My first half hour usually consisted of burning at least one tray of bacon and carbonizing a pan of fried eggs whilst my body adjusted the smell of poaching kippers, grease filters heating up and the brewing of coffee from the still room next door. The list of anticipated activities was at times mind numbing at that hour of the morning and it was further complicated, dependent upon the particular waiting staff that were to clock on for duty at seven a.m. On this particular morning, the pace was hectic and several orders arrived prior to the kitchen opening with “In a hurry” written on the docket (as everyone was always in a hurry).

I was just throwing out my first tray of bacon, when one of the cooks turned up for duty and as was always the case moaned about how messy I was and back in their day they would have been fired at best and at worst, whipped and trussed over hot coals. “Ah the good old days.”

“order on!” was the cry from the waitress, alerting me to the fact that the serenity of the hour had gone and I was about to experience something similar to a wildebeest stampede, as the next hour would see a deluge of stressed guests competing for priority waitress service, using every imaginable technique to gain the upper hand over their competitors. At times I would gaze through the port hole from kitchen to dining room and observe these creatures in their native habitat. I often reflected on Richard Attenborough’s wild life series, in particular the dung beetle and would find strange similarities in the observed behaviour. “Bacons on fire!” would be the cry from the cook and tray number two was doomed to the pig bin.
Often we were complemented on our pork (we bred our own animals, poultry and vegetables) and to me it was obvious why the pork tasted so good? In my formative years as a budding chef, I was more focused on filling the pig bin than I was the customer.

The air was now thick with smoke and the aroma of carbon and chip fat, was complimented by the pungent odour of raising bread, porridge and beef roasting for lunch. The second cook had arrived by now and had started making the first batch of scones and other such products for our Devonshire tea menu. The silence had gone now, as I had to endure the two women moaning about their husbands, pay rates, traffic, the lack of visibility in the kitchen, oh and how messy I was. Then it happened. Just like in an old ninja movie. Everything slowed down to a crawl as one of the cooks opened the oven door to put in her first batch of scones. BOOM!

I remember watching this sixteen stone cook being hurled through the air, over the preparation table in the centre of the kitchen and into the fridge. Were I an Olympic swimming judge, I would have had to award 8.5 for dexterity, 9.0 for creativity and a definite 10 for artistic interpretation. It was awesome! Only the Russian judge would have marred the scoring.

I remember the silence that engulfed the place, as I peered over the bench and gazed upon the distraught cook. I remember thinking how quiet she was now. No complaining about her husband or the unfairness of the pay rate. The flash from the stove had singed her hair line, eye brows and the moustache she once had (that always fascinated me), was now gone. There was definite smouldering going on around her uniform and immediately above her head was a sign that said “No Smoking.”

She was no doubt in shock (as we all were), and the silence was now broken as staff from all over the place turned up to find out where the explosion had come from.

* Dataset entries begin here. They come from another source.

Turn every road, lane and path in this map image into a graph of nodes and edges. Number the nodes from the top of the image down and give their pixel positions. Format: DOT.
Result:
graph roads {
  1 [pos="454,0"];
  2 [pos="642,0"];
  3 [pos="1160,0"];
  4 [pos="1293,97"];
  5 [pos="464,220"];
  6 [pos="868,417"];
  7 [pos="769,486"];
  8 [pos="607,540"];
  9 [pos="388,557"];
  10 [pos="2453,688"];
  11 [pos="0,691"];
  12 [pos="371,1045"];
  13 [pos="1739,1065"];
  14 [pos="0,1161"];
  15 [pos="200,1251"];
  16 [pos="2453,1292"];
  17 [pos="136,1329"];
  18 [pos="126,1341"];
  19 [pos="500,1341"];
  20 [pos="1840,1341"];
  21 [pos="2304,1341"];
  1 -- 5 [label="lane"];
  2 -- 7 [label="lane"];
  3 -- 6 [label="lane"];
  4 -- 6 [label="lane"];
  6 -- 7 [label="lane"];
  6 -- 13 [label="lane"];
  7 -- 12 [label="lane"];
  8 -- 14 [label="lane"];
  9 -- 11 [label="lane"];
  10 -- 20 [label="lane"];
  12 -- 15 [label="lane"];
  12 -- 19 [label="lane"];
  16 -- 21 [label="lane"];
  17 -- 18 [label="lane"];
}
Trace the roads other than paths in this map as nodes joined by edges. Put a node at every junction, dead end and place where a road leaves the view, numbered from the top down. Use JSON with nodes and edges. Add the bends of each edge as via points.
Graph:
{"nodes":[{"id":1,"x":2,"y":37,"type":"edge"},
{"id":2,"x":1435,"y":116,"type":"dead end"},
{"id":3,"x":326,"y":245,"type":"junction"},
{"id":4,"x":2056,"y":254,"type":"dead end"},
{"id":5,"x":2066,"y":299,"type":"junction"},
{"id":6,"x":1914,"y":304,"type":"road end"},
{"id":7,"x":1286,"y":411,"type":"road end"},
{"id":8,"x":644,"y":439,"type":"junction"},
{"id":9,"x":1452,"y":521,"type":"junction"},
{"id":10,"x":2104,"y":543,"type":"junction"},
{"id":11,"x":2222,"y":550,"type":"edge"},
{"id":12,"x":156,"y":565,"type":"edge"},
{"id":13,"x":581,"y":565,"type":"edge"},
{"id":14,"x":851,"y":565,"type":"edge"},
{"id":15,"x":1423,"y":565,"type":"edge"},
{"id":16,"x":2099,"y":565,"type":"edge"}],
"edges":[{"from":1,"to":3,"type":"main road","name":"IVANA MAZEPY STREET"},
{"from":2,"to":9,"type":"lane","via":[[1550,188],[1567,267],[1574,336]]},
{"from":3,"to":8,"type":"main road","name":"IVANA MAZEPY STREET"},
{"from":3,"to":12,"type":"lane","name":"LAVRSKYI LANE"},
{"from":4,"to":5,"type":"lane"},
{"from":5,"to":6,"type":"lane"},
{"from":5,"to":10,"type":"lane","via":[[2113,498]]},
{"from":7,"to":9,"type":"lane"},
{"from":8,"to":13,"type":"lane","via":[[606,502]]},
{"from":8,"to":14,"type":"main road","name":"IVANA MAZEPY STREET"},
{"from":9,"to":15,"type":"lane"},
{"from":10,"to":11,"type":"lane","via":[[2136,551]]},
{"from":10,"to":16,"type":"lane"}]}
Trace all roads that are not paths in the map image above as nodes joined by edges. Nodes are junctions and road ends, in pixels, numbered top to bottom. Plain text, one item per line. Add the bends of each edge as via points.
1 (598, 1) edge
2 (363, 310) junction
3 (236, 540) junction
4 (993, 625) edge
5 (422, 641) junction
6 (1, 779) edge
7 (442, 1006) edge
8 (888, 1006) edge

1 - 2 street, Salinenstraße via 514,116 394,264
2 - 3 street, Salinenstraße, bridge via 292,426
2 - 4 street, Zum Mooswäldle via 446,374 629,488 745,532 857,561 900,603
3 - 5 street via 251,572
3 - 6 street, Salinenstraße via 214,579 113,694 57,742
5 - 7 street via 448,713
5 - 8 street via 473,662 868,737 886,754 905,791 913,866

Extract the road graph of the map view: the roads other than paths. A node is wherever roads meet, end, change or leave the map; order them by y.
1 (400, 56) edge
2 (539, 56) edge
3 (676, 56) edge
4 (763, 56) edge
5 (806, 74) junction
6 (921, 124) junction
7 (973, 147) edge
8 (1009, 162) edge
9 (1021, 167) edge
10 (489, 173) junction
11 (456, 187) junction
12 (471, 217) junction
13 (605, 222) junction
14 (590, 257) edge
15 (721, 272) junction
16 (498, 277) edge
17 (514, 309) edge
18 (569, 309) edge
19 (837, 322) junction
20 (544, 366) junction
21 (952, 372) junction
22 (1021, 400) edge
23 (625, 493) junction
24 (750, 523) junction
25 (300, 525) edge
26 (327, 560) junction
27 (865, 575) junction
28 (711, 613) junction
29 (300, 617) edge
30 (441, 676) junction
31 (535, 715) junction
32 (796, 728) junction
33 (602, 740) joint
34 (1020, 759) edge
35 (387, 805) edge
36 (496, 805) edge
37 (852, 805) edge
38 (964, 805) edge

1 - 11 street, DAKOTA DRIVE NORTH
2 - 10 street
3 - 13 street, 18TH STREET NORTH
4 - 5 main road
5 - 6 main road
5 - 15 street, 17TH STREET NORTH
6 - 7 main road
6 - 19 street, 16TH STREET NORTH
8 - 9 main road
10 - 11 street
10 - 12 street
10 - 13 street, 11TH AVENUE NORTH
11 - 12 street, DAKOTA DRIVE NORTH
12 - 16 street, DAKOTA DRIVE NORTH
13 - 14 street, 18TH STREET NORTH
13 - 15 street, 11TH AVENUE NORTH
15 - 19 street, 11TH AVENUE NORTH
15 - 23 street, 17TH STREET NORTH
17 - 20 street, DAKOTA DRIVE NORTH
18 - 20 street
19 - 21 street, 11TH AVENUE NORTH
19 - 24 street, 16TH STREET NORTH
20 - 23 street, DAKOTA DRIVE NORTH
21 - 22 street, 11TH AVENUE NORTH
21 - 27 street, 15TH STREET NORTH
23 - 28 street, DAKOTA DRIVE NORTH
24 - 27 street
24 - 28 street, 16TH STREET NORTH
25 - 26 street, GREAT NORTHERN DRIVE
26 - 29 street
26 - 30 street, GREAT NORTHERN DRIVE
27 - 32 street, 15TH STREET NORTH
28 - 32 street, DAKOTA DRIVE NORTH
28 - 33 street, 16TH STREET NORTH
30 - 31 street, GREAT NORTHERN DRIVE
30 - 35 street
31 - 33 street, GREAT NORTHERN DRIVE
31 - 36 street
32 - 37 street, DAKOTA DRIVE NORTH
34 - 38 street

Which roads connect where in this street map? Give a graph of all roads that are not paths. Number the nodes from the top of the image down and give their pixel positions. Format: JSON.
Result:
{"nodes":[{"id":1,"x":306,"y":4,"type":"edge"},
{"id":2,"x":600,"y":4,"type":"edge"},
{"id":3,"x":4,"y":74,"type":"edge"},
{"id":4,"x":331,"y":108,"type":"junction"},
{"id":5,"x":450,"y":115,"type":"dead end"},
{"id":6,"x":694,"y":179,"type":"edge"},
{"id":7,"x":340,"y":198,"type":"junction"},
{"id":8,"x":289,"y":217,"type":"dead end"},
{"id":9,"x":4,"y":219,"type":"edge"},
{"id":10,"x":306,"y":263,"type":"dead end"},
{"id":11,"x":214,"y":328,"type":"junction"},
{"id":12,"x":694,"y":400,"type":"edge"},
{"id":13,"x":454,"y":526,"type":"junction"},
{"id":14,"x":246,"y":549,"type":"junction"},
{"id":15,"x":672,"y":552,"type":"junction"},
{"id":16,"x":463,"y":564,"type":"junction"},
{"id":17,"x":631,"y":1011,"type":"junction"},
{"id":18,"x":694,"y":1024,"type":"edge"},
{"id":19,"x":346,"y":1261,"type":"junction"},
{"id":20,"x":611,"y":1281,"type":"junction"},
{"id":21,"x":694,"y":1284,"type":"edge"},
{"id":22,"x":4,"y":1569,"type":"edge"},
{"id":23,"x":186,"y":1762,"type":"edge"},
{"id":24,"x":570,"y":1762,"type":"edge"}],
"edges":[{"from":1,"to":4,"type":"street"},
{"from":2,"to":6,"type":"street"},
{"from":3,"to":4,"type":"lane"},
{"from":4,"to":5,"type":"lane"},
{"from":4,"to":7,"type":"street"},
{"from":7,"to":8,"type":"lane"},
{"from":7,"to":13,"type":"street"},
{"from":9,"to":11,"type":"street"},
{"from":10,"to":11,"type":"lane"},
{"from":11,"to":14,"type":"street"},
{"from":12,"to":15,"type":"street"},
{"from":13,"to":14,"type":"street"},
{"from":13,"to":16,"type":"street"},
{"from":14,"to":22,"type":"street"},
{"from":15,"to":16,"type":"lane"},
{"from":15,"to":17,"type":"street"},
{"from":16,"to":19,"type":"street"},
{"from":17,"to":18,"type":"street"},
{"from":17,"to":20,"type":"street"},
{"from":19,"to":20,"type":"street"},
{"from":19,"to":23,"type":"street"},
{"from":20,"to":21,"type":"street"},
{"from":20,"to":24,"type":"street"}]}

The manager (whom we all called Fawlty), arrived and immediately made his way to the cook. “What happened?” he asked the cook, (and here’s where the travesty of mis-justice first arose) “He did it” she cried (literally). I mean, come on! Here is a huge woman that was clearly eligible for entry into the Guinness book of records (in at least three categories)’, making such an unproven accusation against my unblemished character (sure, I put my hands up for the bacon burning, but that’s just part of the skill development).

By this time the ambulance had arrived and I had burned my third bacon tray for the day, when the manager pointed out my eyebrows, eyelashes and chef’s hat was shriveled and I had a huge red flash burn on my left arm (which I carry to this day). The cook was hurling abuse at me and threatening to kill me, if she ever walked again. Amazingly her tights had shriveled on the front but were intact to the rear. All the thick black hairs had been removed, (she did thank me later for the best wax job ever). Fortunately, we all came through the event marginally unscathed, the oven doors were re-fitted; I bought the cook a new pair of tights and an eye brow pencil so she could draw eyebrows back on, for special occasions.

I was removed from the breakfast shift, (which I thought was so considerate of the head chef until I found out the morning shift had mutinied and refused to work with me due to fear of a reprisal) and I earned the nickname bam bam!

It seems such a long time ago now, but I can still smell the bacon most mornings and fondly look back on the time when I got two extra weeks holiday, with pay.

PS I am available for weddings, functions and reception work. :)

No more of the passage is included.